Eric Campbell profiles The Mapuche, Chile’s biggest indigenous group.

This week on Foreign Correspondent, Eric Campbell profiles The Mapuche, Chile’s biggest indigenous group.

In parts of Central Chile, it looks like a war zone. Military convoys clog the road, soldiers armed with rifles patrol towns.

Low-level conflict has broken out between the indigenous Mapuche people and local landowners and corporations. The Mapuche are occupying famers’ land because, they say, it belongs to them. The state is hitting back with military force.

The Mapuche are Chile’s biggest indigenous group, making up 12 per cent of the population. Until the 1880s, they controlled a vast territory independent of Chile.

But military forces seized their land after a brutal military campaign. Later, the Chilean dictator Augusto Pinochet took much of what they had left, handing land over to private interests.

Now the Mapuche want to reclaim their lands and re-embrace their culture.

Eric Campbell travels to Chile to explore this cultural resurgence and visit the wildly beautiful lands that once belonged to this ancient people.

In Central Chile, he meets Mapuche elder, Alberto Curamil, and follows him as he leads an occupation of the sacred Tolhuaca volcano, part of a campaign to stop the construction of a geothermal plant.

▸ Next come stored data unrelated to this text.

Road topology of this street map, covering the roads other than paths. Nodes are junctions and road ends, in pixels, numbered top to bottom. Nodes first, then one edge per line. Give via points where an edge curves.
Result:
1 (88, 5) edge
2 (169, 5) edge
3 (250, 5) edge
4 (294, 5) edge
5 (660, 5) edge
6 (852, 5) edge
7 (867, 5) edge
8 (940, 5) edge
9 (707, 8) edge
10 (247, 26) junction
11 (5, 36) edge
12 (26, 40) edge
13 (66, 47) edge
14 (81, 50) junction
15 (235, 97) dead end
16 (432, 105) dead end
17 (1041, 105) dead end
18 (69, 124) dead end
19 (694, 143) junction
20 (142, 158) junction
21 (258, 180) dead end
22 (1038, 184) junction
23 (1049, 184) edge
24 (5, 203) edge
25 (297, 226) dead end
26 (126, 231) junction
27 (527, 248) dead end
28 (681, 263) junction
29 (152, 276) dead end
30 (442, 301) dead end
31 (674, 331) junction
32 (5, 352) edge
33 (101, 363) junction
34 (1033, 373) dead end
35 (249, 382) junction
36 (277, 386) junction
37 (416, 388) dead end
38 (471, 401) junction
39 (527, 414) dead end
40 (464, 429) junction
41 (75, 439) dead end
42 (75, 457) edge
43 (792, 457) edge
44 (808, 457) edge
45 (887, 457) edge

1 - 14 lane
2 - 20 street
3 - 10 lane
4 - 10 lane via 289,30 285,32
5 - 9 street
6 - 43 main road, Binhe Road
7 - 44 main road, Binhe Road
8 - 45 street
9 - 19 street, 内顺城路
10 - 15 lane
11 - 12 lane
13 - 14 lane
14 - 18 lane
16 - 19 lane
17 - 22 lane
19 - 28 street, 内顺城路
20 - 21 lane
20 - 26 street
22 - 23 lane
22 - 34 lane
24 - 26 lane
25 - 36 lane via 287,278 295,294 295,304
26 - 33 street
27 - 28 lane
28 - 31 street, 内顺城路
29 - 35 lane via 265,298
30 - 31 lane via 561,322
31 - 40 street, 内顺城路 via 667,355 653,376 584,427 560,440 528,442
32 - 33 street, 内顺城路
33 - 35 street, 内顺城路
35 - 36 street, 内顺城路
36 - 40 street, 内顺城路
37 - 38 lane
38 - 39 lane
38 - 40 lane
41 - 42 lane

As they pay tribute to the spirit of the volcano, there’s traditional dancing, music and even an ancient game of ‘palin’, a game that looks very much like hockey.

“The state usurped this territory knowing that the Mapuche nation existed,” says Curamil. “So we look for a way to recover what this military government usurped from us at gunpoint by taking our land.”

Curamil’s activism has landed him in trouble with the law. He’s been shot, arrested and jailed in pursuit of his cause.

Other more shadowy groups, using the Mapuche name, are using more radical means to achieve their ends, occupying and burning down farms. Both sides are accusing each other of violence.

Politician Gloria Naveillán condemns any violence. “I think they are terrorists, because no-one can have all a community really scared in this way if they’re not trying to provoke terror in people. So I think they are terrorists.”

In the capital Santiago, some Mapuche leaders are trying to defuse the violence by fighting for a political solution.

Elisa Loncón rose from rural poverty to become a Mapuche linguist. Recently, she was elected head of the Convention which will rewrite Chile’s constitution. She hopes to enshrine indigenous rights.

She’s calling out for an end to violence. “We need it to stop because we need to be part of the new democracy.”

This is fascinating insight into an ancient culture fighting for survival and a breathtaking journey into the remote mountains of Central Chile.

8pm Thursday on ABC.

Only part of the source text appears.